**TASK DETAILS:** Only lines with the word "played" belong in the answer; copy them from the records below.

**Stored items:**
========================================
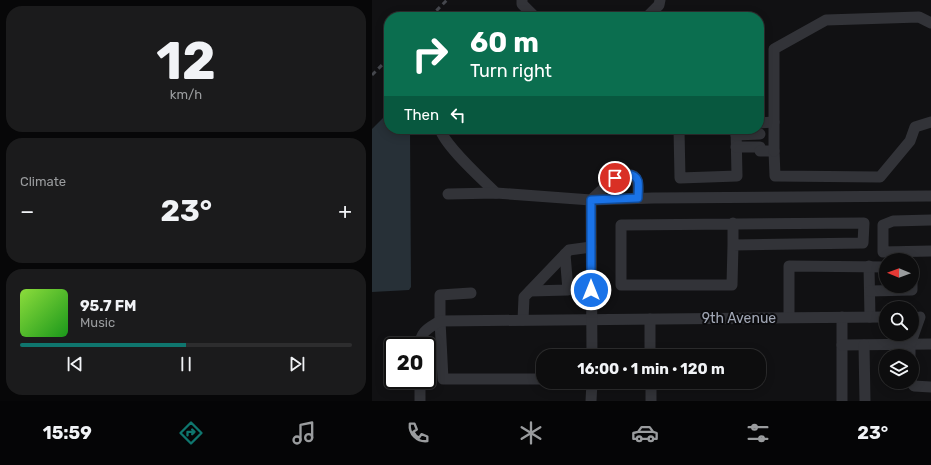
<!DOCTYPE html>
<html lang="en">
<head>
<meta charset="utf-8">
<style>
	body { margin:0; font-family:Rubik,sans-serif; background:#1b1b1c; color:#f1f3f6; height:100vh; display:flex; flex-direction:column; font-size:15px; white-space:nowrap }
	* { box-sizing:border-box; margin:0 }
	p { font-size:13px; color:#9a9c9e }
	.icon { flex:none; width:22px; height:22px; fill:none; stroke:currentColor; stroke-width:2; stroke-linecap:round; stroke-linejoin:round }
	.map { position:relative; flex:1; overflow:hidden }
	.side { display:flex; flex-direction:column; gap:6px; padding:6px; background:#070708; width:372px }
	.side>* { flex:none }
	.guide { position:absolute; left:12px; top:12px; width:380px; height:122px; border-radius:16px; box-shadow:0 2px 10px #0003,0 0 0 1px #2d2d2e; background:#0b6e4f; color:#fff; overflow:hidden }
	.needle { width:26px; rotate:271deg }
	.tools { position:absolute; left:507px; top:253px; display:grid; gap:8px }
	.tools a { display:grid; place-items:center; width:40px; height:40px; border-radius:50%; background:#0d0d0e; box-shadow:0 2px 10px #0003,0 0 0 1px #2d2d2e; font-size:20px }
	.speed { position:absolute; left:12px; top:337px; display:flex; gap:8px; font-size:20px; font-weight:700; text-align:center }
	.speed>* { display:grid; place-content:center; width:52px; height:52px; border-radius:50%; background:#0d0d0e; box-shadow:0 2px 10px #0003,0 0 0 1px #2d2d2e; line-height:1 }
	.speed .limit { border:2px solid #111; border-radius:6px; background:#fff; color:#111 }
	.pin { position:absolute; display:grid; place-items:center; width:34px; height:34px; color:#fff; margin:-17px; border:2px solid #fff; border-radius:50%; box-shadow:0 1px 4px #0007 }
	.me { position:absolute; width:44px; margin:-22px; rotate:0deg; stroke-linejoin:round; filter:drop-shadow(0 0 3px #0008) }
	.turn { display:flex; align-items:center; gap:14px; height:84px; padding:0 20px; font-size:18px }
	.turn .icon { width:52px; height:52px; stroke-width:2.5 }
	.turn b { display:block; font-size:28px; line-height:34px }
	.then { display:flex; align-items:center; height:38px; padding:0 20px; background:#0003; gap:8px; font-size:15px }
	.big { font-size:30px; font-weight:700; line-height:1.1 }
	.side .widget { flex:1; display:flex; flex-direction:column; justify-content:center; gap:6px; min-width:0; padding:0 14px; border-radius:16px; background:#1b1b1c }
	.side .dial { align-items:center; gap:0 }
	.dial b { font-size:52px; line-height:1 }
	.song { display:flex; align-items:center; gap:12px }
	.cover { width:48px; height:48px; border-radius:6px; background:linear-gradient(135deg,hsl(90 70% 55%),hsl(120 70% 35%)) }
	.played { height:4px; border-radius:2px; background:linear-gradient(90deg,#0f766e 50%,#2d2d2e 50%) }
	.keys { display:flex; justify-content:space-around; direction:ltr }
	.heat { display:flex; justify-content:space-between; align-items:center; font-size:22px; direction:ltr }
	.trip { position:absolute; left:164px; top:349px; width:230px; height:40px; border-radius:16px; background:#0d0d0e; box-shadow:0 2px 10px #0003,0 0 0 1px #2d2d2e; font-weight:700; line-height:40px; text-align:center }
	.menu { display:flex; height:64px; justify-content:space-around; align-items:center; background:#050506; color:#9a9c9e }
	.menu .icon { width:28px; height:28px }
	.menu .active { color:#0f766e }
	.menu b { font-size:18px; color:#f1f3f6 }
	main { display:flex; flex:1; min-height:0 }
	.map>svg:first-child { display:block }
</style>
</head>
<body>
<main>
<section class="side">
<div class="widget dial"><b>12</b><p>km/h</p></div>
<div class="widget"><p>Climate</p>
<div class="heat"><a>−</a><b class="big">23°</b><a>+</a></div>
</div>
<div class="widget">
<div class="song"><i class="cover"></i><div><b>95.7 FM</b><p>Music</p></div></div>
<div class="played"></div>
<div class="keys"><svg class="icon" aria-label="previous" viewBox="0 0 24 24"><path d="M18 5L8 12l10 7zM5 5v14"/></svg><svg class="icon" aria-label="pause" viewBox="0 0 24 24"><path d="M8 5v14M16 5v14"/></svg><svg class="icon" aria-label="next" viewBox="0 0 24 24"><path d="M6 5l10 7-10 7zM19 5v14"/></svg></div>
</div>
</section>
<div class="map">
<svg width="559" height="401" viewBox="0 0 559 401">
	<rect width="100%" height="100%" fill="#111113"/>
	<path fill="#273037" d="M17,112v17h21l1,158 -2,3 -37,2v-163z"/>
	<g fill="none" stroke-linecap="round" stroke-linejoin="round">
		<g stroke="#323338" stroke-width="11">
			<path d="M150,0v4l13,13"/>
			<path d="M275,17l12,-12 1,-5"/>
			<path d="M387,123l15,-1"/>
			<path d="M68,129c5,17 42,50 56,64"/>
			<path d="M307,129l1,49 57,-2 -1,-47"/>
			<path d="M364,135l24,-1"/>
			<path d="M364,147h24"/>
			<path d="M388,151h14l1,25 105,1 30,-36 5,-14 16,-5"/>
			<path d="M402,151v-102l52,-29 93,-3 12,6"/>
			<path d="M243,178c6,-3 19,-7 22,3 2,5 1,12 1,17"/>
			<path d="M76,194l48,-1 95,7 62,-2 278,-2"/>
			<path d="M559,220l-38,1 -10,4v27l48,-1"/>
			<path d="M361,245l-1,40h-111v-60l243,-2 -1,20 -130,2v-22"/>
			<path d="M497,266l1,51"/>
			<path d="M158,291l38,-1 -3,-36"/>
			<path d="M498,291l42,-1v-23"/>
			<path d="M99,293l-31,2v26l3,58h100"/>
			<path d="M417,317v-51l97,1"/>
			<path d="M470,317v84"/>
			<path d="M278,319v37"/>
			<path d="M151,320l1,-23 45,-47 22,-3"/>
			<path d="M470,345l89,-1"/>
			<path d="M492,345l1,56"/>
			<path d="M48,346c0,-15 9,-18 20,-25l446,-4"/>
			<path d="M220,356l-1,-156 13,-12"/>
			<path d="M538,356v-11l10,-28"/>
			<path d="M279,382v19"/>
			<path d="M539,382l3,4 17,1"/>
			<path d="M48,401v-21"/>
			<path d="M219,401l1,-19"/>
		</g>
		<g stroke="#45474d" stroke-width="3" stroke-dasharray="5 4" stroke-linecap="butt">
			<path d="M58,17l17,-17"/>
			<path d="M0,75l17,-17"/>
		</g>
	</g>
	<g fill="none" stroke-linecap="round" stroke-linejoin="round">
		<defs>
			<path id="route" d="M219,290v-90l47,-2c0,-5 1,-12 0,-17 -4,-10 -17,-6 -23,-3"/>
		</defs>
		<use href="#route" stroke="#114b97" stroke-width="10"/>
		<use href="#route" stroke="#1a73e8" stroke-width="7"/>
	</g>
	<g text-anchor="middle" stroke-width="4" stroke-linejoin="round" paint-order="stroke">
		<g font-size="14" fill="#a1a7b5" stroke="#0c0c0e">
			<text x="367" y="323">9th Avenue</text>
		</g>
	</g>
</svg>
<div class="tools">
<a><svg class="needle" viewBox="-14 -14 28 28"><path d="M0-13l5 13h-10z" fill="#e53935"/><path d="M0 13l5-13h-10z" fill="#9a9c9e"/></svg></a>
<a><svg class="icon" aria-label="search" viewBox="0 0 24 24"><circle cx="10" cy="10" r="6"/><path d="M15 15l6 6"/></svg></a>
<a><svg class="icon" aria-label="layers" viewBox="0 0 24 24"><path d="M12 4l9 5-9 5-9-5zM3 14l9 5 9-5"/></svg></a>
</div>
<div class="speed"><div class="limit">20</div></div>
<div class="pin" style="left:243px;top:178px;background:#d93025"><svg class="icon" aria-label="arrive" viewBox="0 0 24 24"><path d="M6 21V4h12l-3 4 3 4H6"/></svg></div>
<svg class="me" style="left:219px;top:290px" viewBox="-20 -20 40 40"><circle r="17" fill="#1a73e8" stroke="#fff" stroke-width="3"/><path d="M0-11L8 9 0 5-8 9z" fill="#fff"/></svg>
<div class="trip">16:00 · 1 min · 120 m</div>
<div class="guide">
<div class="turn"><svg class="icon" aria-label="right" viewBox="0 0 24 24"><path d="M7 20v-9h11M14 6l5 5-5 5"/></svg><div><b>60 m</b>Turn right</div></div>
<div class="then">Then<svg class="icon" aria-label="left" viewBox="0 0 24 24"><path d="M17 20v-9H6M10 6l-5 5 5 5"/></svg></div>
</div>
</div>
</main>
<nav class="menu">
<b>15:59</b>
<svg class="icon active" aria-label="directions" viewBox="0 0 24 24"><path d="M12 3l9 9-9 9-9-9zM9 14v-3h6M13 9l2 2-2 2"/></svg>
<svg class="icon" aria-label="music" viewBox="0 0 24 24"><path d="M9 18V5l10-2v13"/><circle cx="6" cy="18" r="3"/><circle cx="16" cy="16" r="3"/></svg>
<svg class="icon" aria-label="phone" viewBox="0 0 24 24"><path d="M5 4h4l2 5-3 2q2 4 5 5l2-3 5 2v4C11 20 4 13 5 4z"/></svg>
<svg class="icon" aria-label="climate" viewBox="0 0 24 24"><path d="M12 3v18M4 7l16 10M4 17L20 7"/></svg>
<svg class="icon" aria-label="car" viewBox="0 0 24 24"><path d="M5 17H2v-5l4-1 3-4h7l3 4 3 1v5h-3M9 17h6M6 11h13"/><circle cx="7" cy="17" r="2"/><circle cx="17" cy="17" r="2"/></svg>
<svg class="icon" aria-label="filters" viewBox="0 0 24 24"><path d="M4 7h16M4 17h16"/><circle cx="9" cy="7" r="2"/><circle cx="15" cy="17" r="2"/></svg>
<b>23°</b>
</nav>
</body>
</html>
========================================
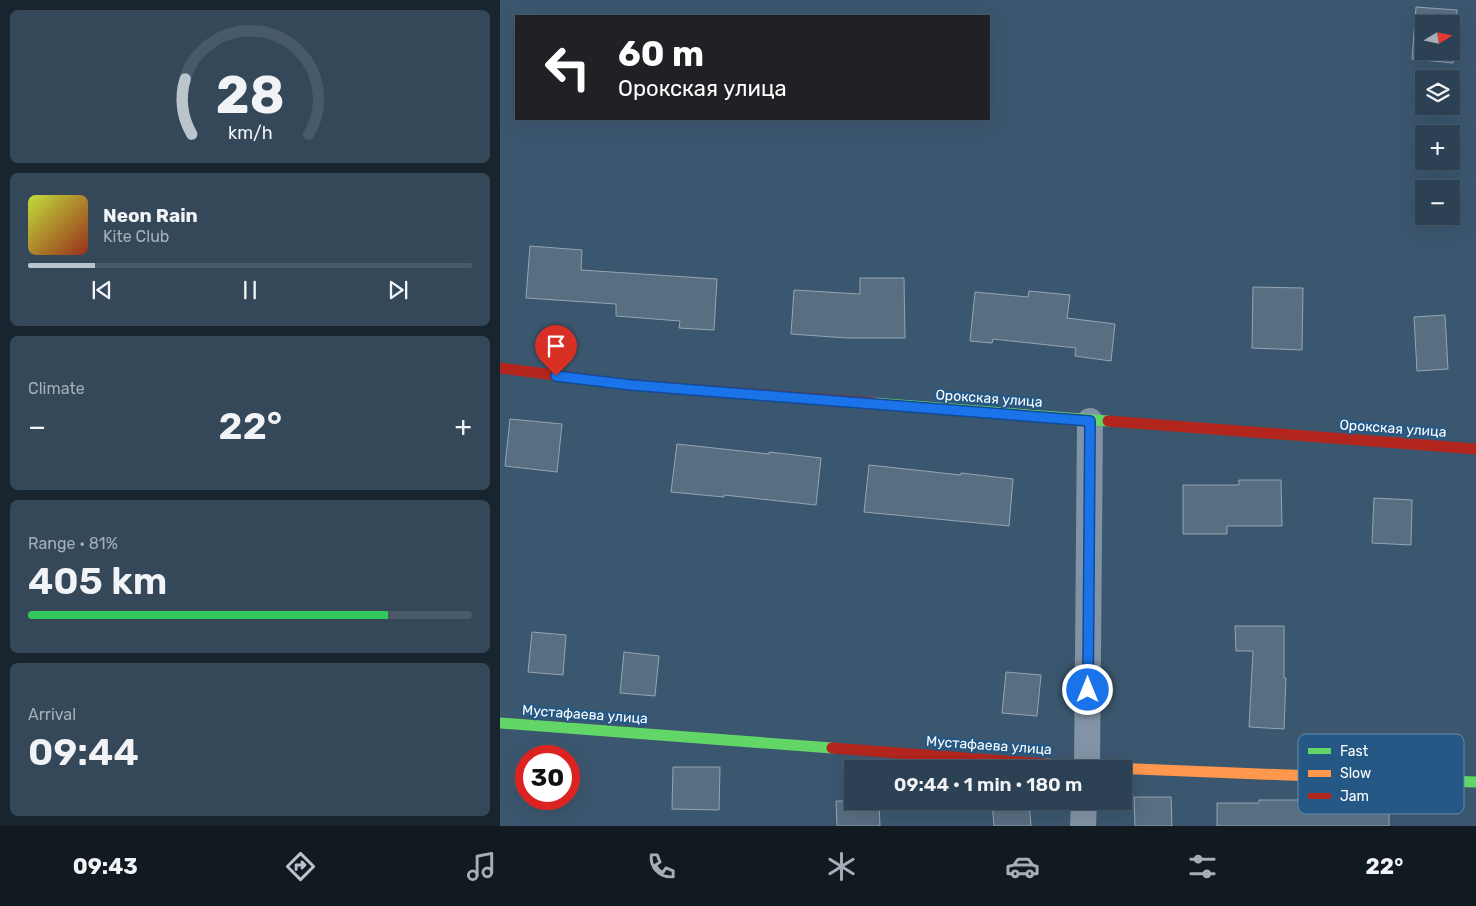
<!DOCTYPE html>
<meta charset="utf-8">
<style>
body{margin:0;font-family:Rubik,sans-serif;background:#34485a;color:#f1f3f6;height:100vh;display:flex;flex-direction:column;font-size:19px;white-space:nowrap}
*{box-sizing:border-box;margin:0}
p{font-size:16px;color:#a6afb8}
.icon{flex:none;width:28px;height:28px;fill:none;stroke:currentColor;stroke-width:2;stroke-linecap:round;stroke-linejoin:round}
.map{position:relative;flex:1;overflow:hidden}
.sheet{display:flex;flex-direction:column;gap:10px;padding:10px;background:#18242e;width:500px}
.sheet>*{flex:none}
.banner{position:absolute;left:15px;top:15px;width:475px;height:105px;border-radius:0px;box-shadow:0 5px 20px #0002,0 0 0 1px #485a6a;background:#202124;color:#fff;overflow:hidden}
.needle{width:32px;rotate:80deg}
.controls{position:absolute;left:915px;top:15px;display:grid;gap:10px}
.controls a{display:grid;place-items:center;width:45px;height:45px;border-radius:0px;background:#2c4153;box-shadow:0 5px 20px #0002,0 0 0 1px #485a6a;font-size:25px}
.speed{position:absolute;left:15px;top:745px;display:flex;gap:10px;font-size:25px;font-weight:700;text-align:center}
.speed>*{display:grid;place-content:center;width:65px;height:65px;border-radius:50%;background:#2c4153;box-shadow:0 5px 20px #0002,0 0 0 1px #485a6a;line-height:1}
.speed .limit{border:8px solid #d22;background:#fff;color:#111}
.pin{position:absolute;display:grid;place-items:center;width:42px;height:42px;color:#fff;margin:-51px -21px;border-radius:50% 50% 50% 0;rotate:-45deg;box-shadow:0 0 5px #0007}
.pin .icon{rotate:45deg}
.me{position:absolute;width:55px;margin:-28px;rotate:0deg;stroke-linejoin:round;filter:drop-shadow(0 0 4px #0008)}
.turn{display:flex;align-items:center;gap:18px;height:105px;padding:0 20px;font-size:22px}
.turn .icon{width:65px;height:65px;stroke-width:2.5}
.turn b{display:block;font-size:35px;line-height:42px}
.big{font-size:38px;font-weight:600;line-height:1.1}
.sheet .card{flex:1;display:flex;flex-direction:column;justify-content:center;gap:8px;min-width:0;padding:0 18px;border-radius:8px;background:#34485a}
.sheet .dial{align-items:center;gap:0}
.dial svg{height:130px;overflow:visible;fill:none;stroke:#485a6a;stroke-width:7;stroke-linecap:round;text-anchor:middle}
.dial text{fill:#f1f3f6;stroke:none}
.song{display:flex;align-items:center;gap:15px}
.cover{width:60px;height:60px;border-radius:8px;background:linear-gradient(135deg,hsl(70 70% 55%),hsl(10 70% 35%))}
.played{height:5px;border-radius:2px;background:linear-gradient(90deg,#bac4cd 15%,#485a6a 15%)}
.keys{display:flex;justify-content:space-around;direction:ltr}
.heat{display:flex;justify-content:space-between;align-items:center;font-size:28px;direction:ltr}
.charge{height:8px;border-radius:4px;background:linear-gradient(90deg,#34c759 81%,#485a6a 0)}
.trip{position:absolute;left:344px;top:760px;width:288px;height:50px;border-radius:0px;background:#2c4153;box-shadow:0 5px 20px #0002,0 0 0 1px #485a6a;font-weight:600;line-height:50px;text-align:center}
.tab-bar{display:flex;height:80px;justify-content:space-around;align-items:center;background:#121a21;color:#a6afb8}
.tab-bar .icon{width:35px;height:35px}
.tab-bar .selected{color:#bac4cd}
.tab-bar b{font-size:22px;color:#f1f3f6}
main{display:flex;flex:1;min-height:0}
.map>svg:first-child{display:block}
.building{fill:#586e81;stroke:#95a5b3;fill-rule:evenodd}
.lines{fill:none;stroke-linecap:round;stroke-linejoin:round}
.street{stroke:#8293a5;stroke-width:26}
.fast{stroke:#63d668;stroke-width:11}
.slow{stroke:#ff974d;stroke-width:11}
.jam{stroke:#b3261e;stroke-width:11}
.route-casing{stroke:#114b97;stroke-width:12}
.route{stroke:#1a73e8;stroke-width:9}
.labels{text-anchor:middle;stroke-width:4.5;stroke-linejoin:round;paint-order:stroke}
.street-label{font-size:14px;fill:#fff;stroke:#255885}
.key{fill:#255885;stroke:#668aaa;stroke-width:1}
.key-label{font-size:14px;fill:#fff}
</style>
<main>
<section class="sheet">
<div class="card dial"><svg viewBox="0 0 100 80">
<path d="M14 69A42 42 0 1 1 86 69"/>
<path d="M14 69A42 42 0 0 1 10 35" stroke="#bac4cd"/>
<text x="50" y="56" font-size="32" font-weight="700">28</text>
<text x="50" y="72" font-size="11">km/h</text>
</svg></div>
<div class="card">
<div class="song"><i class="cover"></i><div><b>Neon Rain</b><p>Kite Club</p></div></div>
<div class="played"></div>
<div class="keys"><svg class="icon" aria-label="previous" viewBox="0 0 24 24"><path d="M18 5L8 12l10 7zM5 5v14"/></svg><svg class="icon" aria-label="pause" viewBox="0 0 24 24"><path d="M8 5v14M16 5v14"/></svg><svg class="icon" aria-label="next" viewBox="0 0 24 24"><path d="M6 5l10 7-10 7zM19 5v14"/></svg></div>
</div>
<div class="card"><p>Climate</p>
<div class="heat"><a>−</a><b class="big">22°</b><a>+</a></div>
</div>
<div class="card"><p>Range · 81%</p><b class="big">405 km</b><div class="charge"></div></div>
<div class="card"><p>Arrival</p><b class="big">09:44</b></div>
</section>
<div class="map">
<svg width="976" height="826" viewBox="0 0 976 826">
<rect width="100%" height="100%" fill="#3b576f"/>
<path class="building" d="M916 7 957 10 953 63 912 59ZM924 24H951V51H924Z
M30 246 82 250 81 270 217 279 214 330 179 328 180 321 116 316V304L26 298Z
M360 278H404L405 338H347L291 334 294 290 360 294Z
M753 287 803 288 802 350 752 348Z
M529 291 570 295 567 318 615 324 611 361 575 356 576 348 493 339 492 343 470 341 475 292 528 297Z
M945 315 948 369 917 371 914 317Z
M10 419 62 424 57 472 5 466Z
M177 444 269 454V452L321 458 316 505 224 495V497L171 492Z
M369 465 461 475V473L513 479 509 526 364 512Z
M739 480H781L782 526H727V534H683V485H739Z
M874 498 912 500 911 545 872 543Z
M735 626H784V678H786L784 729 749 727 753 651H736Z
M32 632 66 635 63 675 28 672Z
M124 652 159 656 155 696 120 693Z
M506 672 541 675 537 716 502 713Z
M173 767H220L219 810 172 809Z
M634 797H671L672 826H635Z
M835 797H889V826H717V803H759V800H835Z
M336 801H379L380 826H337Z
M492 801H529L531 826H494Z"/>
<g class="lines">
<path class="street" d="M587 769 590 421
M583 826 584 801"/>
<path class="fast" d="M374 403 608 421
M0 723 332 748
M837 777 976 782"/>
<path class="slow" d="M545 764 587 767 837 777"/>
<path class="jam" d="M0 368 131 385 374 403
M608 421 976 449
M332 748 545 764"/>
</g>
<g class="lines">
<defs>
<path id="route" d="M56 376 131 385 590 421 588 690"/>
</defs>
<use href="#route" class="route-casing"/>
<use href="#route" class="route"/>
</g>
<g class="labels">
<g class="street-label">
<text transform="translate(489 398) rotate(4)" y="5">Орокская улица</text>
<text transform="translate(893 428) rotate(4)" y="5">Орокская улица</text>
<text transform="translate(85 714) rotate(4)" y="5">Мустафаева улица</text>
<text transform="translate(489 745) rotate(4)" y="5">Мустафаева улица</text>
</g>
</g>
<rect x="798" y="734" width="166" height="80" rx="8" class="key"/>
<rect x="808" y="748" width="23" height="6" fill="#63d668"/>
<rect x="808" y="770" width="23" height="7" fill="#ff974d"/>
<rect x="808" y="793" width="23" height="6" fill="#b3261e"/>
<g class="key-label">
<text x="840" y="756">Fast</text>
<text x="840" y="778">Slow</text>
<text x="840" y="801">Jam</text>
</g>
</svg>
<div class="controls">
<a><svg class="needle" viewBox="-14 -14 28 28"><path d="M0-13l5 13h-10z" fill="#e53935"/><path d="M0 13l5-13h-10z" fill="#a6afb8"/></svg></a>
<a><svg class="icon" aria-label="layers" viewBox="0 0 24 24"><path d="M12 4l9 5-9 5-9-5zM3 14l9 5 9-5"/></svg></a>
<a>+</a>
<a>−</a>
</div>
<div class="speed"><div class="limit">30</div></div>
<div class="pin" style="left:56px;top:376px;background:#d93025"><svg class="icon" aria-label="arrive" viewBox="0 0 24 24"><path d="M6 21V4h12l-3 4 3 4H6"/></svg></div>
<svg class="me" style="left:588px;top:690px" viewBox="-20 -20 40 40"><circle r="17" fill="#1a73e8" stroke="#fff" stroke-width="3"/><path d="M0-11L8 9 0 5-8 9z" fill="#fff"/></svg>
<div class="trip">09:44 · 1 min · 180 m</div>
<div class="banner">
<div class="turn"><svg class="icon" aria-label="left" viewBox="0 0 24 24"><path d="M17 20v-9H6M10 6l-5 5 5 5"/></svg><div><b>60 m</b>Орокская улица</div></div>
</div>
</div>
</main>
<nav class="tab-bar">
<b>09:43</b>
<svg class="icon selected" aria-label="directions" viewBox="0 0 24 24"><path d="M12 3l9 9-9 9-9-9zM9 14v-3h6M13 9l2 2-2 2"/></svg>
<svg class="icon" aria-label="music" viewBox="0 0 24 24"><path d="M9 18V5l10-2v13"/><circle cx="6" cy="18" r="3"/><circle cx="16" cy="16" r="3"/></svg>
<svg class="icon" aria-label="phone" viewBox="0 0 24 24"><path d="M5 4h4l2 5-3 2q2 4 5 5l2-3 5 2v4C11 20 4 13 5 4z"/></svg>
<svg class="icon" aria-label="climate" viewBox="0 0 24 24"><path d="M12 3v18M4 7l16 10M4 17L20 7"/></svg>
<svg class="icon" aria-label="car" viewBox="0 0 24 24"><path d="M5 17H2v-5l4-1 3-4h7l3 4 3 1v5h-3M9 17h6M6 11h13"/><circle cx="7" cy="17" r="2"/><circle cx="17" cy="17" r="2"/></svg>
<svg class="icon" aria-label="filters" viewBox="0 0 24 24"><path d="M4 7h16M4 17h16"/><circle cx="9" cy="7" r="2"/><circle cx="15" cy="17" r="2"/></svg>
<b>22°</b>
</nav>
========================================
**ANSWER SECTION:**
	.played { height:4px; border-radius:2px; background:linear-gradient(90deg,#0f766e 50%,#2d2d2e 50%) }
<div class="played"></div>
.played{height:5px;border-radius:2px;background:linear-gradient(90deg,#bac4cd 15%,#485a6a 15%)}
<div class="played"></div>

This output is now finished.